In Table 17, “IcM” refers to the map units of the IBM2 2008 Neighbors Genetic Map, which was generated with an intermated recombinant inbred population (syn 4) that resulted in approximately a four-fold increase in the number of meiosies as compared to the typical recombination experiment that is used to generate centiMorgan (cM) distances (Lee et al., 2002, Plant Mol Biol 48:453 and the Maize Genetics and Genomics Database). “cM” refers to the classical definition of a centimorgan wherein one cM is equal to a 1% chance that a trait at one genetic locus will be separated from a trait at another locus due to crossing over in a single generation (meaning the traits cosegregate 99% of the time during meiosis), and this definition is used herein to delineate map locations pertaining to this invention. Any markers within the identified region, including those disclosed herein or publicly known, could be used for detection of and selection for ASR resistance in accordance with the methods of the present invention.

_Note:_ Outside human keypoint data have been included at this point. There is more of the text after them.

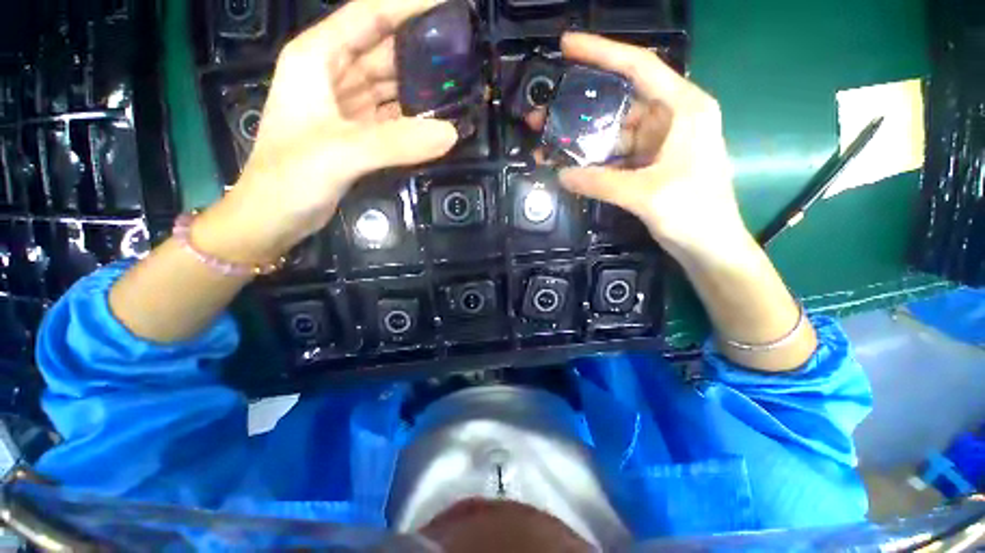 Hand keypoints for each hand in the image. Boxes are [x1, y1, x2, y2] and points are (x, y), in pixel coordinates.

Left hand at [194, 0, 457, 263]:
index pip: (369, 15)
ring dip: (422, 85)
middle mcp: (334, 75)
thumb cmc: (289, 178)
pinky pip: (393, 116)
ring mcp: (348, 106)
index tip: (448, 3)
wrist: (274, 216)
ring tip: (459, 84)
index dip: (408, 4)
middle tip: (464, 51)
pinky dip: (415, 117)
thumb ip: (395, 142)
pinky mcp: (359, 134)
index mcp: (318, 58)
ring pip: (391, 84)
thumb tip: (451, 133)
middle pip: (384, 48)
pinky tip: (438, 119)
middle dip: (421, 47)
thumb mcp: (340, 153)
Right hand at [551, 33, 748, 262]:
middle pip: (618, 101)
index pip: (639, 67)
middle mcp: (670, 118)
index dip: (602, 52)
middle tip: (543, 112)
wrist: (709, 245)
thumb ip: (600, 182)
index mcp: (683, 108)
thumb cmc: (693, 213)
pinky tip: (568, 163)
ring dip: (581, 138)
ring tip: (547, 141)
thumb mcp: (645, 194)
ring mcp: (656, 142)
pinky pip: (613, 155)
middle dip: (579, 107)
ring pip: (611, 131)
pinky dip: (591, 159)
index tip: (567, 46)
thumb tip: (561, 175)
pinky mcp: (646, 164)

Table 18 lists annotated coding sequences within ASR-6.01 region. Each row provides gene ID, gene annotation, chromosome location, genetic position on Monsanto internal consensus map and physical position based on Arizona Genomics Institute B73 RefGen_v2 sequence which is publicly available. Transgenic maize resistant to anthracnose stalk rot can be created using these annotated genes as described in the specification.
As various modifications could be made in the constructions and methods herein described and illustrated without departing from the scope of the invention, it is intended that all matter contained in the foregoing description or shown in the accompanying drawings shall be interpreted as illustrative rather than limiting. The breadth and scope of the present invention should not be limited by any of the above-described exemplary embodiments, but should be defined only in accordance with the following claims appended hereto and their equivalents. All patent and non-patent documents cited in this specification are incorporated herein by reference in their entireties.